Get a leg up at dinnertime with this recipe that has all the flavors, like apricot jam, Dijon mustard, and a hint of lemon swirled into a delectable glaze for crispy-skinned roasted chicken. Each bite of juicy dark meat feel like a revelation of sweet, savory, and tangy flavors. And it only gets better when you factor in the sides: potato wedges seasoned with warm spices and easy-peasy microwaved broccoli with a touch of lemon, butter, and chili flakes.
Produced in a facility that processes eggs, milk, fish, peanuts, sesame, shellfish, soy, tree nuts, and wheat.
16 ounce
Chicken Legs
1 teaspoon
Paprika
12 ounce
Yukon Gold Potatoes
1 tablespoon
Fry Seasoning
1 unit
Lemon
2 tablespoon
Apricot Jam
2 teaspoon
Dijon Mustard
8 ounce
Broccoli Florets
1 teaspoon
Chili Flakes
2 teaspoon
Olive Oil
2 tablespoon
Butter
(Contains Milk)
Salt
Pepper
Adjust racks to top and middle positions and preheat oven to 450 degrees. Pat chicken dry with paper towels; season all over with salt, pepper, and paprika. Place skin sides up on a baking sheet. Bake on top rack until chicken is cooked through and skin is crispy, 28-32 minutes.
While chicken bakes, wash and dry all produce. Cut potatoes into ½-inchthick wedges. Toss on a second baking sheet with a large drizzle of olive oil, salt, pepper, and half the Fry Seasoning (use all for 4 servings). Roast on middle rack until browned and tender, 20-25 minutes.

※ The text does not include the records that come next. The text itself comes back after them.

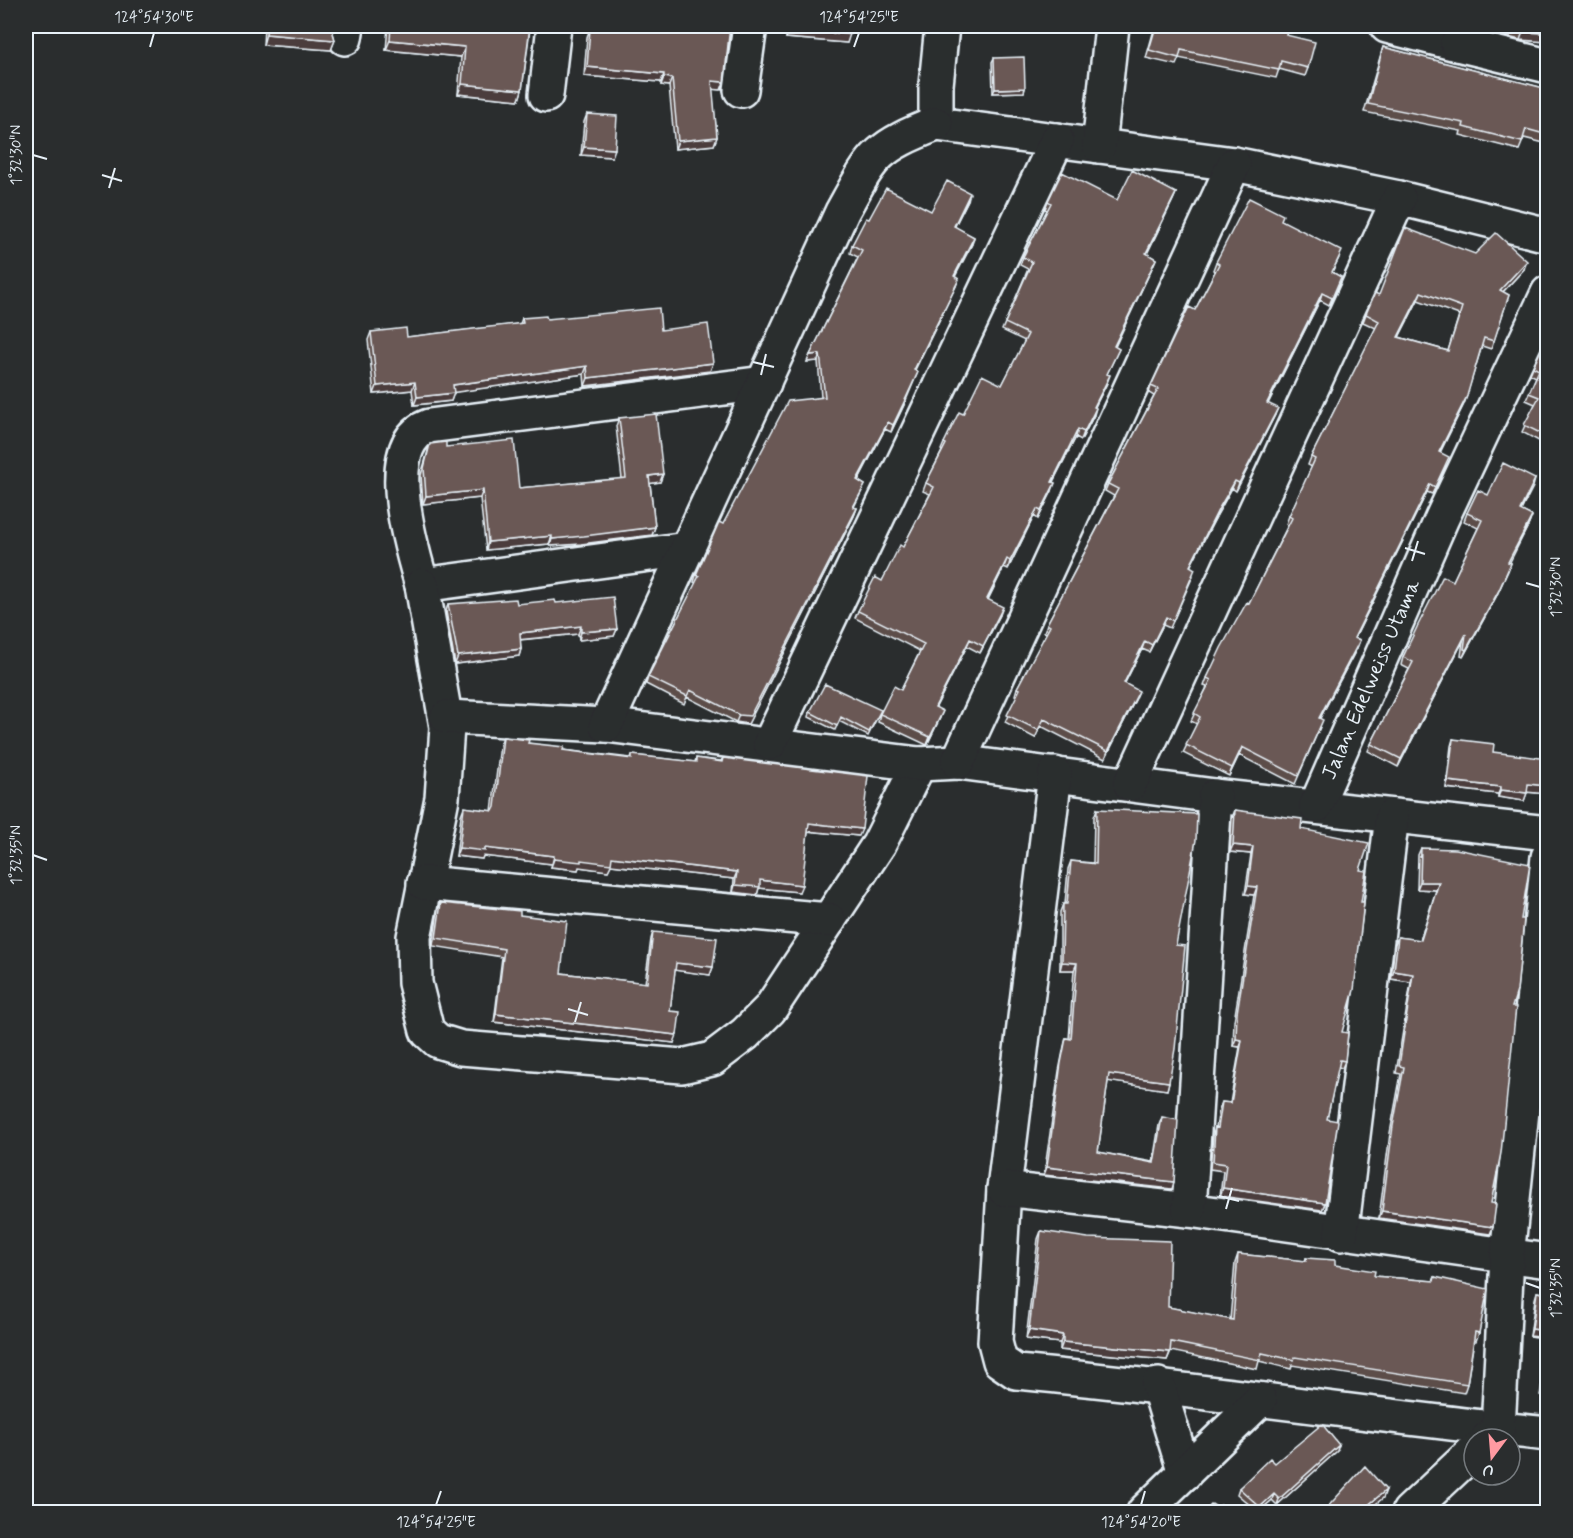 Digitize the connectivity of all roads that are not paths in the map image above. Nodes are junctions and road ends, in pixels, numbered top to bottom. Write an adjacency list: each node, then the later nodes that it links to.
1 (554, 26): 9 (street)
2 (750, 26): 8 (street)
3 (942, 26): 10 (street)
4 (1112, 26): 12 (street)
5 (1387, 26): 6 (street)
6 (1458, 35): 7 (street)
7 (1548, 66)
8 (741, 90)
9 (546, 95)
10 (936, 124): 11 (street); 17 (street)
11 (1057, 140): 12 (street); 22 (street)
12 (1100, 146): 13 (street)
13 (1234, 164): 14 (street); 23 (street)
14 (1399, 198): 15 (street); 26 (street)
15 (1548, 235)
16 (1548, 293): 28 (street, Jalan Edelweiss Utama)
17 (764, 382): 18 (street); 19 (street)
18 (687, 549): 19 (street); 21 (street)
19 (422, 585): 20 (street)
20 (447, 717): 21 (street); 32 (street)
21 (606, 724): 22 (street)
22 (770, 743): 24 (street)
23 (958, 762): 24 (street); 25 (street)
24 (919, 764): 33 (street)
25 (1055, 774): 26 (street); 34 (street)
26 (1130, 783): 27 (street)
27 (1215, 796): 28 (street); 35 (street)
28 (1316, 806): 29 (street)
29 (1392, 816): 30 (street); 36 (street)
30 (1548, 833)
31 (1548, 857): 37 (street)
32 (424, 883): 33 (street); 33 (street)
33 (829, 920)
34 (1004, 1189): 35 (street); 39 (street)
35 (1189, 1210): 36 (street)
36 (1341, 1234): 37 (street)
37 (1508, 1257): 38 (street); 41 (street)
38 (1548, 1261)
39 (1158, 1385): 40 (street); 46 (street)
40 (1260, 1400): 42 (street); 46 (street)
41 (1493, 1427)
42 (1462, 1430)
43 (1522, 1434): 44 (street)
44 (1548, 1434)
45 (1462, 1462): 48 (street)
46 (1185, 1473): 47 (street)
47 (1144, 1512)
48 (1409, 1512)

Meanwhile, zest and quarter lemon. In a small pot, combine jam, half the mustard (use all for 4 servings), and 1 TBSP butter. Cook over medium heat, whisking until smooth, 1-2 minutes. Turn off heat; stir in a squeeze or two of lemon juice. Season with a pinch of salt.
When chicken has 3-5 minutes left, remove from oven and brush with half the glaze (save the rest for serving). Continue baking until glaze is tacky and has dried out a bit, 3-5 minutes.
Meanwhile, place broccoli in a large microwave-safe bowl with 1 TBSP water. Cover bowl with plastic wrap and poke a few holes in wrap. Microwave until tender, 1-2 minutes. Drain any excess water. (TIP: No microwave? No problem! Steam broccoli in a medium pot with a splash of water until tender, 2-4 minutes.) Stir in 1 TBSP butter (2 TBSP for 4 servings), a pinch of salt and pepper, and lemon zest to taste. Sprinkle with chili flakes to taste.
Divide chicken, broccoli, and potatoes between plates. Drizzle remaining glaze over chicken. Serve with remaining lemon wedges on the side.